LI13019F1 (also known as Serratrin) is a unique composition prepared using a novel combination of the acidic and nonacidic fractions of B serrata gum resin. This unique Boswellia composition is standardized to at least 30% of the 6 major BAs containing at least 5% of the KBAs.
Here we present a systematic toxicological evaluation of LI13019F1, including acute oral toxicity, acute dermal toxicity, and repeated dose 28-day oral toxicity studies in Wistar rats, as well as acute dermal irritation and eye irritation studies in New Zealand Albino rabbits. Along with these, a bacterial reverse mutation assay and an erythrocyte micronucleus assay in mouse bone marrow present the safety of LI13019F1.
Materials and Methods
Test Item
LI13019F1 (Serratrin) is a unique composition of acidic and non-acidic components derived from an aqueous ethanol extract of B serrata gum resin. The gum resin was extracted with aqueous ethanol, and the concentrated extract was subjected to phase separation to obtain Boswellia nonacidic resin extract and the acidic extract containing BAs. Two parts of the BAs containing resin extract and one part of the nonacidic resin extract were combined, milled, and sieved using a unique process to obtain LI13019F1. To maintain the quality and batch-to-batch consistency, LI13019F1 was standardized to contain at least 30% of total BAs with not less than 5% KBAs.
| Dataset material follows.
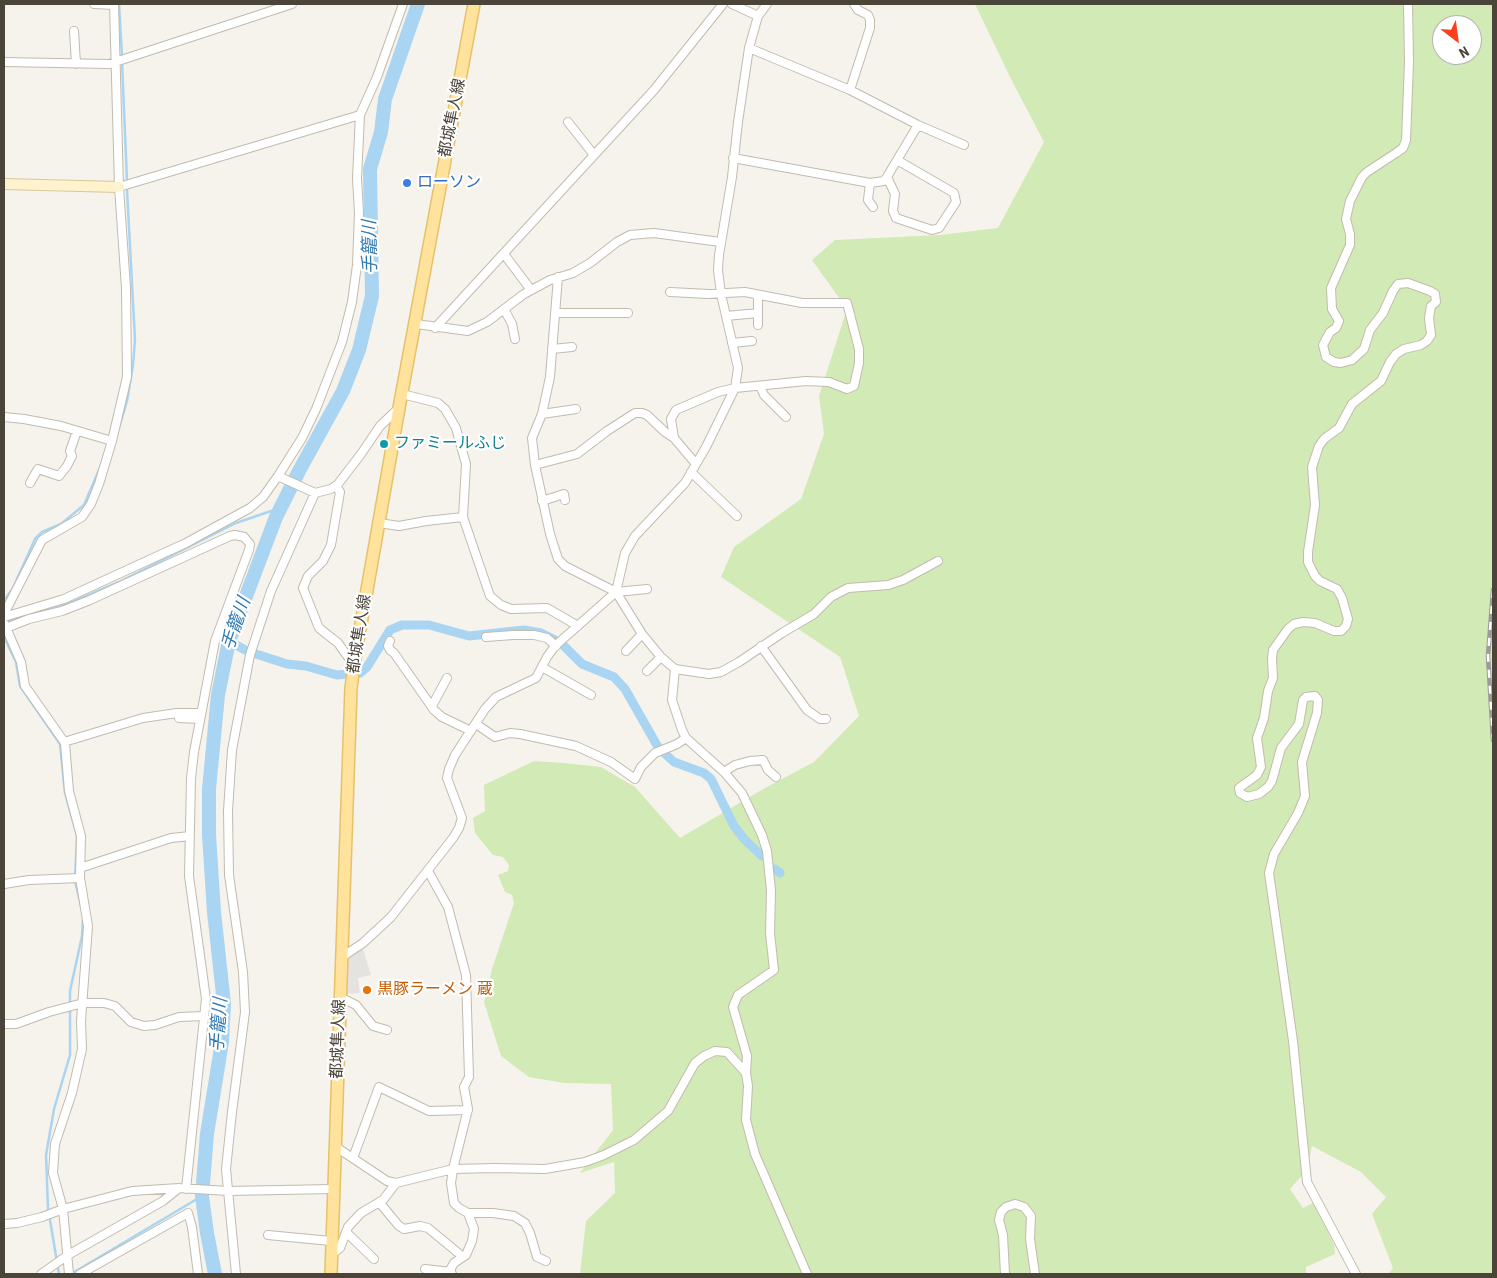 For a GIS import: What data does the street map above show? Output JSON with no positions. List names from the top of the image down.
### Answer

The phytochemical marker compounds in the herbal composition were analyzed on high-performance liquid chromatography (HPLC) system (Waters Corporation, Milford, Massachusetts) using Empower 3 software (Waters Corporation). Briefly, the methanol-extracted LI13019F1 solution was filtered through 0.22 µm polyvinylidene difluoride membrane and transferred into an autosampler vial. The sample was eluted through a Kinetex C18 2.6 µm (100 mm × 4.6 mm) column (Phenomenex, Torrance, California) using a gradient system consisting of solvent A (0.1% vol/vol orthophosphoric acid in water) and solvent B (acetonitrile and methanol at 45:55 vol/vol). Following the sample injection, the column was eluted initially with 20% A and 80% B solvent for 16 minutes, followed by a linear gradient reaching up to 18% A and 82% B in 2 minutes, and finally maintained an isocratic run at 18% A and 82% B for further 12 minutes. The column was eluted at a uniform flow rate of 1.3 mL/min at 45°C. Figure 1 shows a representative HPLC chromatogram of LI13019F1 presenting an elution profile of the major BAs monitored at 210 nm. The peaks 1 to 6 with the retention times of 2.973, 5.416, 10.154, 10.972, 22.660, and 24.305 minutes represent KBA, 3-acetyl-11-keto-β-BA, α-BA, β-BA, 3-O-acetyl-α-BA, and 3-O-acetyl-β-BA, respectively (Figure 1).
A representative high-performance liquid chromatography shows the elution profile of the major boswellic acids of LI13019F1 at 210 nm. The peaks 1 to 6 represent 11-keto-β-boswellic acid, 3-acetyl-11-keto-β-boswellic acid, α-boswellic acid, β-boswellic acid, 3-O-acetyl-α-boswellic acid, and 3-O-acetyl-β-boswellic acid, respectively with their retention times as indicated.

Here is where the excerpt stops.